Rules to regulate Chinese blogging activities

By Li Qian (Chinadaily.com.cn)
Updated: 2007-03-13 14:35

With thriving blogging and podcasting activities in the Chinese cyber world in recent years, the authorities are considering regulatory rules to ensure their healthy and fast growth.

Long Xinmin, director of China's General Administration of Press and Publications (GAPP), revealed in Beijing March 12 that his administration, together with several other departments, is working on the new rules on Internet publishing activities, but gave no timeframe as to when the rules would be announced and enforced.


A wedding photo of two Chinese bloggers.

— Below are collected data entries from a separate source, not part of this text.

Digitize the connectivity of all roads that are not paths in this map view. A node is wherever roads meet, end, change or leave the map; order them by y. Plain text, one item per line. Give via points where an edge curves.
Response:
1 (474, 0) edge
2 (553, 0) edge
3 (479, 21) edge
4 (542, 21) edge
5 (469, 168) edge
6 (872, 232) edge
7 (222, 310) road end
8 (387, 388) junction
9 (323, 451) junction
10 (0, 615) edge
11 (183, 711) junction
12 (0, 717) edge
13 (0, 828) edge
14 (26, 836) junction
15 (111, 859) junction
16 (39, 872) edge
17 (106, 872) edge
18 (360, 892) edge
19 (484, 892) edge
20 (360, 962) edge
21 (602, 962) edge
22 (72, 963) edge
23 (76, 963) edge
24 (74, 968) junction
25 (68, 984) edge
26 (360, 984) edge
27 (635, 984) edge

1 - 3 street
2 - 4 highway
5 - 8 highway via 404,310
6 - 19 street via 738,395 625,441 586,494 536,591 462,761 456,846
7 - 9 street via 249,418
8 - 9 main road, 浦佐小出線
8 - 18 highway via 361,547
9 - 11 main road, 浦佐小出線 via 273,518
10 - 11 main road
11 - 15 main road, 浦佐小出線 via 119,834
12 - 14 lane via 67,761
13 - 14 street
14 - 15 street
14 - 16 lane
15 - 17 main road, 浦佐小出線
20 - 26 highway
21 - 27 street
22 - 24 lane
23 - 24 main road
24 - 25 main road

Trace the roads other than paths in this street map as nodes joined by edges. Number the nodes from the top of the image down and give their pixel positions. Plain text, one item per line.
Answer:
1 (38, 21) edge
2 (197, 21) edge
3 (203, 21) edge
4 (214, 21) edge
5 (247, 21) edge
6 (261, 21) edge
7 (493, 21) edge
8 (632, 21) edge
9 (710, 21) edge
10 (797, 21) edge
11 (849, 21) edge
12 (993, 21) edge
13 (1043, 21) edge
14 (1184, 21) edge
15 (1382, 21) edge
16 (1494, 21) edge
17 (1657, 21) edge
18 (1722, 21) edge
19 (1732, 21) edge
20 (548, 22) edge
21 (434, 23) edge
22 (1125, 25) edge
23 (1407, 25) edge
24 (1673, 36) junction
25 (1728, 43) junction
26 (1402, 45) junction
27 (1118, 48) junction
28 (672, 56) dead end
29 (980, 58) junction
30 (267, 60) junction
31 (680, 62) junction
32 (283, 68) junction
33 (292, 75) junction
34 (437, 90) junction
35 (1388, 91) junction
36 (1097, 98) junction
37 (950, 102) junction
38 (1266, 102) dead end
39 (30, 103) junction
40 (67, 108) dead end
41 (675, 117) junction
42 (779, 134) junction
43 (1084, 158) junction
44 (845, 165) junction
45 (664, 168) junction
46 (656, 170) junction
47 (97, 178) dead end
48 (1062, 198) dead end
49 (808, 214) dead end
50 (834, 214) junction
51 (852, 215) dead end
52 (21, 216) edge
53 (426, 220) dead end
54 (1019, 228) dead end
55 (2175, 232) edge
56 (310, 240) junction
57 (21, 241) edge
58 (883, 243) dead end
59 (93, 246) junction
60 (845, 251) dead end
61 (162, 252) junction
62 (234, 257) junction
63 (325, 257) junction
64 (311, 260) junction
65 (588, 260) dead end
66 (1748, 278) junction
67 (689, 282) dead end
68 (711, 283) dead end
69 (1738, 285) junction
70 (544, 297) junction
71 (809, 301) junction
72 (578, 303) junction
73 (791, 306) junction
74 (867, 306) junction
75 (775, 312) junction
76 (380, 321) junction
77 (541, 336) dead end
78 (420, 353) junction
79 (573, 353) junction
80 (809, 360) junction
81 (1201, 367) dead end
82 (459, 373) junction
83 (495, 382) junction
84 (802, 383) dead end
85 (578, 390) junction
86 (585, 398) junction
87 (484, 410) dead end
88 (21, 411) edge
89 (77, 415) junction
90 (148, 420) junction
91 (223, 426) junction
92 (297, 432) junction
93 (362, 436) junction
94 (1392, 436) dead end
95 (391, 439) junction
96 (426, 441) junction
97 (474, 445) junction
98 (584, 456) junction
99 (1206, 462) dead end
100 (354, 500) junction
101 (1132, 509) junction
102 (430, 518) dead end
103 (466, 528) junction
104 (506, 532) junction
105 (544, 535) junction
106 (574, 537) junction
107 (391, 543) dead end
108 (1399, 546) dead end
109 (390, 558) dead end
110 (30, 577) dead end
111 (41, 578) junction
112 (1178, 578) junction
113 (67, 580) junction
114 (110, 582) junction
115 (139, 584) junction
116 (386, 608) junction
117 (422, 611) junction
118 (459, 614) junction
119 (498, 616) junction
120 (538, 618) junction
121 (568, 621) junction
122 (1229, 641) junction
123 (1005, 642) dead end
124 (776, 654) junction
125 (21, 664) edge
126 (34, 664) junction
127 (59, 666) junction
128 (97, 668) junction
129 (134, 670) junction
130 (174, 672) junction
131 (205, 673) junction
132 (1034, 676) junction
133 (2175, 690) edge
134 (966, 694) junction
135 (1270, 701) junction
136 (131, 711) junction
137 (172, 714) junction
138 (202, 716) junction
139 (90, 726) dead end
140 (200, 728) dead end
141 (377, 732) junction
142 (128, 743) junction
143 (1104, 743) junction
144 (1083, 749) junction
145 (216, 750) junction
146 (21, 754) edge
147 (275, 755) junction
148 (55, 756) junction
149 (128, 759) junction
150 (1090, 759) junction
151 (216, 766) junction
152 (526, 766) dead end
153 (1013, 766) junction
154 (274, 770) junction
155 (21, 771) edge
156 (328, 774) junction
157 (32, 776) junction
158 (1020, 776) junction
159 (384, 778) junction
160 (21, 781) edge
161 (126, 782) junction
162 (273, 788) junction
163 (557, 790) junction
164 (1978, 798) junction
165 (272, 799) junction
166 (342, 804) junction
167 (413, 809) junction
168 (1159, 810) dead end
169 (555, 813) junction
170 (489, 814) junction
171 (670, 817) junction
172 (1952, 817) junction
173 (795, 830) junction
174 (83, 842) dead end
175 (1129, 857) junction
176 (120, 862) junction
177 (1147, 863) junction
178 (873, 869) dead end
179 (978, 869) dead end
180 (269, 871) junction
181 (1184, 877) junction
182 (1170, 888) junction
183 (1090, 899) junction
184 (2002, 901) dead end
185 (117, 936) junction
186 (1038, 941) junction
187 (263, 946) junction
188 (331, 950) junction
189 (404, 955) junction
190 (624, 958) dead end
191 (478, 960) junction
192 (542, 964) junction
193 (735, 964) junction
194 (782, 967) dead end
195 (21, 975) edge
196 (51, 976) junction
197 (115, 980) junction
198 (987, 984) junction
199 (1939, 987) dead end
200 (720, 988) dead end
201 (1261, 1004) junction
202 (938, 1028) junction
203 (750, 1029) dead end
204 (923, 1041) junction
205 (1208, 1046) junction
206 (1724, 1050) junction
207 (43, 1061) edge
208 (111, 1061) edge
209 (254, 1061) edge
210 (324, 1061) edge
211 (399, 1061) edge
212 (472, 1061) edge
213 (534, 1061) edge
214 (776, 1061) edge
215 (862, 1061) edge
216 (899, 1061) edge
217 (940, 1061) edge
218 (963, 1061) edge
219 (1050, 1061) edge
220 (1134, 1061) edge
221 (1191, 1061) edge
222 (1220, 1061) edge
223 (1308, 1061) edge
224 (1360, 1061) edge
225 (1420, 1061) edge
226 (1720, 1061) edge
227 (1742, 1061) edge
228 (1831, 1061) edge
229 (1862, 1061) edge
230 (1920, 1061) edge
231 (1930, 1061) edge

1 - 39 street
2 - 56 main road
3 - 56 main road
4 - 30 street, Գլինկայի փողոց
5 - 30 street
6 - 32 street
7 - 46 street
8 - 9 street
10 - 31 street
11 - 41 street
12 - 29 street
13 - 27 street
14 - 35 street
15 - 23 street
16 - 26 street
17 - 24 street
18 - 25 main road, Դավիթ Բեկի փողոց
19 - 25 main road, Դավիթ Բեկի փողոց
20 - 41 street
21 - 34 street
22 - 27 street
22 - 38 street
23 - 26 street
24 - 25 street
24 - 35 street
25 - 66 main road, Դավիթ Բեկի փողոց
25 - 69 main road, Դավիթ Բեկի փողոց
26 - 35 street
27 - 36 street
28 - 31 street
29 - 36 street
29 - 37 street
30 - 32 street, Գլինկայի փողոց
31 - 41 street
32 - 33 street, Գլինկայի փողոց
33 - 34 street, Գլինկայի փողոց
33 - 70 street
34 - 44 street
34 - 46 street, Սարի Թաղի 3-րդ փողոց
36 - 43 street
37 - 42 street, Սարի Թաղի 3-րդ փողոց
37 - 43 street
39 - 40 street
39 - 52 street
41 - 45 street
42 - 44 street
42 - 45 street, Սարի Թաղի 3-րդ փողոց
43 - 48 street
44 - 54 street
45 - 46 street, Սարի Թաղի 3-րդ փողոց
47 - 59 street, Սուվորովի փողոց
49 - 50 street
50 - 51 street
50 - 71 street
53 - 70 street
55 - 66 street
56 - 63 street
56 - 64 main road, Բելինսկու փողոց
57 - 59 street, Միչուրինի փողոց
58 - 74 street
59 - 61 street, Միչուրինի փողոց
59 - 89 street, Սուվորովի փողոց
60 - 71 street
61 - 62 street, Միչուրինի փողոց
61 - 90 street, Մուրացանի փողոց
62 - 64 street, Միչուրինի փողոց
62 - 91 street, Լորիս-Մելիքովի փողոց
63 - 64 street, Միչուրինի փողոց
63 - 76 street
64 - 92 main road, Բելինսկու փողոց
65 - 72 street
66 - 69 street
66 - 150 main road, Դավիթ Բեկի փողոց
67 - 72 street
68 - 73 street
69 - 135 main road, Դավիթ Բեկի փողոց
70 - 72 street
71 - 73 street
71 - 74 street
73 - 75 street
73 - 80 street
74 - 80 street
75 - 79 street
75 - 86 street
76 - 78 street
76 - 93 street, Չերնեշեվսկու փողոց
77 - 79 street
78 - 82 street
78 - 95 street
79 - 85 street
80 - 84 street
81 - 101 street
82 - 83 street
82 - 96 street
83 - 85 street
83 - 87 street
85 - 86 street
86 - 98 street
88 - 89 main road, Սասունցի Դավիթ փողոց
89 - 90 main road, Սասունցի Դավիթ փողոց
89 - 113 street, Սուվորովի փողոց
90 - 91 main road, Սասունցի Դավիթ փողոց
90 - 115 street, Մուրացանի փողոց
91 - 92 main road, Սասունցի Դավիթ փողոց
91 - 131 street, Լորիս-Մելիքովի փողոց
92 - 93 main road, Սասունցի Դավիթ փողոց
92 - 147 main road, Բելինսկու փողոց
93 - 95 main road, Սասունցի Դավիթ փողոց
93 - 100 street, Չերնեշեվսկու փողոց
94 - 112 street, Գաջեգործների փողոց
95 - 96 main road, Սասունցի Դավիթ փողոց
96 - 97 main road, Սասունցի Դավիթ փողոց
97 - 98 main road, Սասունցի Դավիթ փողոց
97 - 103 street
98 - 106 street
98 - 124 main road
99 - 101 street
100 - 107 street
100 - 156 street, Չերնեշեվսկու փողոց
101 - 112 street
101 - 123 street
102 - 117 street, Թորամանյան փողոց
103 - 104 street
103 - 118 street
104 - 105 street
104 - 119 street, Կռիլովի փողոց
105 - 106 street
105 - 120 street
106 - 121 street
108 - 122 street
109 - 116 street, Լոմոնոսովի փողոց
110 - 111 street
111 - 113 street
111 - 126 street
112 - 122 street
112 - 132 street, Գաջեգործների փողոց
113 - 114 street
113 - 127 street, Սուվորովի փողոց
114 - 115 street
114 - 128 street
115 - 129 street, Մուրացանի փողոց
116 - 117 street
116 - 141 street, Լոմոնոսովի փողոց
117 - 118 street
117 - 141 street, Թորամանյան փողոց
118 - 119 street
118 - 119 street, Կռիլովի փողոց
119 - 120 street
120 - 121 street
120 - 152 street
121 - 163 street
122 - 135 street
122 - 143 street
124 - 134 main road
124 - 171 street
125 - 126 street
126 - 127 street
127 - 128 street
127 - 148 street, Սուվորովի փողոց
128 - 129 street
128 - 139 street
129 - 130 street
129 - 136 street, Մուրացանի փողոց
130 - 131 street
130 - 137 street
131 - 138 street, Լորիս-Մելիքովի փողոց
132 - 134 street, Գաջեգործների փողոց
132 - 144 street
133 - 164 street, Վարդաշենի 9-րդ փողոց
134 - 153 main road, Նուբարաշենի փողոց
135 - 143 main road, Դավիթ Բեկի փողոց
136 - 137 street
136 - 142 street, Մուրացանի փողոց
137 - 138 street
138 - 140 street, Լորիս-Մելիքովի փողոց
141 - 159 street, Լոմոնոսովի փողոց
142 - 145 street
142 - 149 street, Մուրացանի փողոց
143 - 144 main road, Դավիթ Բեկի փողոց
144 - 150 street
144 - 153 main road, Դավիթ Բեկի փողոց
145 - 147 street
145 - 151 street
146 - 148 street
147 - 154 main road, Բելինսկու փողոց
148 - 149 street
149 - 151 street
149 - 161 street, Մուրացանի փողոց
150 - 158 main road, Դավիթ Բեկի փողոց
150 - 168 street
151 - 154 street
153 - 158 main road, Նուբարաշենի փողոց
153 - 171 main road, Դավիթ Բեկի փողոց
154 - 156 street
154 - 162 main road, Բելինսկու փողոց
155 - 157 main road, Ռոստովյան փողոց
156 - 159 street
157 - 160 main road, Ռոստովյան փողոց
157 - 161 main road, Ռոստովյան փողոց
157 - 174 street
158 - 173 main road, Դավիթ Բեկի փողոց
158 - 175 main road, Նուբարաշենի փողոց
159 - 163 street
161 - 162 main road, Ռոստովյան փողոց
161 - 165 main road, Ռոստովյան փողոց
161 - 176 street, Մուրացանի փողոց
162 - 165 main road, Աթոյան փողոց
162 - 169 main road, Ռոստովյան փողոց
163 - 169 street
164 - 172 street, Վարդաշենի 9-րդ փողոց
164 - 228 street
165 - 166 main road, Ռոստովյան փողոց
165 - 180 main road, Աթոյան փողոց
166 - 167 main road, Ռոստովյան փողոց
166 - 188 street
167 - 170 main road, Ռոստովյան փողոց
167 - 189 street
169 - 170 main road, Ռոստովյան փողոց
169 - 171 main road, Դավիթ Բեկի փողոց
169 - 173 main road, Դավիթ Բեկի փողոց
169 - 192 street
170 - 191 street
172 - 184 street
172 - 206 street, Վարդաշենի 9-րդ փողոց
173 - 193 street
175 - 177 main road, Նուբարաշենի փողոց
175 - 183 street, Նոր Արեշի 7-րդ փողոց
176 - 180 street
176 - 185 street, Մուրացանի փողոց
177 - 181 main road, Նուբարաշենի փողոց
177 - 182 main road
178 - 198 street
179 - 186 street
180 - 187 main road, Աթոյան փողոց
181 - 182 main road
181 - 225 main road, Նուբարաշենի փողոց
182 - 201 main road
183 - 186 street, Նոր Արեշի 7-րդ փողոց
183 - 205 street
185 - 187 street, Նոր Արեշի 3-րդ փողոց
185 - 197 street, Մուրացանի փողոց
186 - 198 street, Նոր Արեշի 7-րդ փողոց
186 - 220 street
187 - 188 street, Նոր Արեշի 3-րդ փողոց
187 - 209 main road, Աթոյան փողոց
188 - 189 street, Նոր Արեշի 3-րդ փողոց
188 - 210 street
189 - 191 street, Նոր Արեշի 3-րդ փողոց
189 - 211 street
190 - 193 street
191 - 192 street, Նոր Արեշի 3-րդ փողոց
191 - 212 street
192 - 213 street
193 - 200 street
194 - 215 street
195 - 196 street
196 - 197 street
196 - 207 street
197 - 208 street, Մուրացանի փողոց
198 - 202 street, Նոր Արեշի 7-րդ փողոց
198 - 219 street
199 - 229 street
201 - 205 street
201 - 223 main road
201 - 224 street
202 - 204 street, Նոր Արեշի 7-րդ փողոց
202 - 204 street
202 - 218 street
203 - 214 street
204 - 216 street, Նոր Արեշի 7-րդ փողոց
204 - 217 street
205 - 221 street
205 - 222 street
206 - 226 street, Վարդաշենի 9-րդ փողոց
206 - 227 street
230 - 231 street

Blogging has thrived in China in the past two years, while legislation on blog administration has lagged behind. (file)

Long, speaking as a Beijing deputy on the sidelines of the ongoing session of the National People's Congress, said the rules will help guarantee the freedom of speech for all netizens while regulating and standardizing the publishing activities.

Blogging has been a new growth area in China's information technology industry in the past two years, driven by a fast-increasing population of netizens and the so-called grass-roots society wake-up.

However, legislation lagged behind in maintaining the order of the cyber world. Two infamous lawsuits in 2006, in which bloggers accused service providers for failing in removing abusive words of other bloggers towards them, raised speculations of how to protect web users' interests in the meantime ensuring their rights of free speech.

"We aim to maintain the healthy and easiest environment of web publishing on the premise of netizen's freedom of expression being fully fulfilled," Long said, adding that the rapid expansion of Internet use, especially the blogging and podcasting differing from traditional media, poses great pressure on the administrators.

Providing China's 137 million web users with a free and easy way of publishing text and multi-media messages, blogging and podcasting, which don't require cutting-edge technologies, are also used by those with commercial purposes as a platform to publicize false and pornography information.

The prevalence of blogs also helped with the popularization of online spoofs. Sister Furong, as she named herself on the Internet, was well known for posing like the letter 'S' in photos and dancing while shaking her portly body. Mu Zimei showed off her thin figure and recorded her numerous romances with men on her weblog, with audio clips recorded while making love.